▶ _WORK REQUEST_: Exact copies of all the lines below are required, with the pictures omitted.

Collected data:
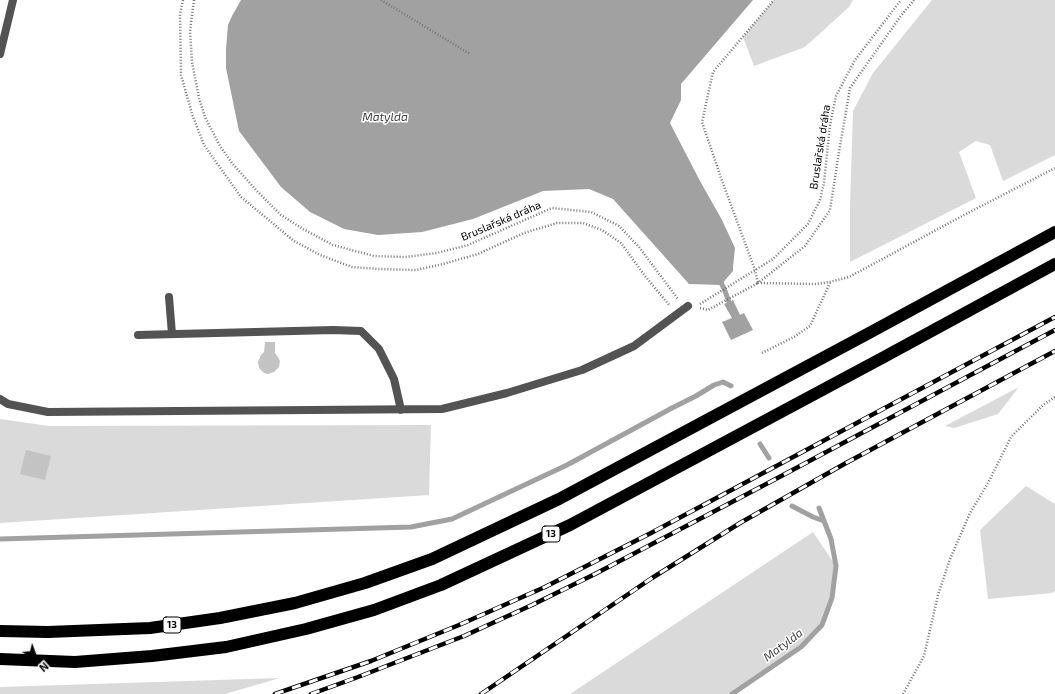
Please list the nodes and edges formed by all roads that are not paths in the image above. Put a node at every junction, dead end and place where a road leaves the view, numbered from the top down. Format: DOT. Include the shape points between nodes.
graph roads {
  1 [pos="14,0"];
  2 [pos="0,54"];
  3 [pos="1055,232"];
  4 [pos="1055,264"];
  5 [pos="169,297"];
  6 [pos="688,306"];
  7 [pos="172,334"];
  8 [pos="138,335"];
  9 [pos="0,399"];
  10 [pos="401,410"];
  11 [pos="0,630"];
  12 [pos="0,660"];
  1 -- 2 [label="lane"];
  3 -- 11 [label="highway, 13" via="559,499 432,559 365,583 295,603 220,618 150,628 48,632"];
  4 -- 12 [label="highway, 13" via="570,525 441,585 374,610 226,647 75,662"];
  5 -- 7 [label="lane"];
  6 -- 10 [label="lane" via="634,346 582,370 507,393 442,409"];
  7 -- 8 [label="lane"];
  7 -- 10 [label="lane" via="361,331 379,349 394,379"];
  9 -- 10 [label="lane" via="8,404 48,412"];
}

▶ _SOLUTION TO THIS EXERCISE_:
Please list the nodes and edges formed by all roads that are not paths in the image above. Put a node at every junction, dead end and place where a road leaves the view, numbered from the top down. Format: DOT. Include the shape points between nodes.
graph roads {
  1 [pos="14,0"];
  2 [pos="0,54"];
  3 [pos="1055,232"];
  4 [pos="1055,264"];
  5 [pos="169,297"];
  6 [pos="688,306"];
  7 [pos="172,334"];
  8 [pos="138,335"];
  9 [pos="0,399"];
  10 [pos="401,410"];
  11 [pos="0,630"];
  12 [pos="0,660"];
  1 -- 2 [label="lane"];
  3 -- 11 [label="highway, 13" via="559,499 432,559 365,583 295,603 220,618 150,628 48,632"];
  4 -- 12 [label="highway, 13" via="570,525 441,585 374,610 226,647 75,662"];
  5 -- 7 [label="lane"];
  6 -- 10 [label="lane" via="634,346 582,370 507,393 442,409"];
  7 -- 8 [label="lane"];
  7 -- 10 [label="lane" via="361,331 379,349 394,379"];
  9 -- 10 [label="lane" via="8,404 48,412"];
}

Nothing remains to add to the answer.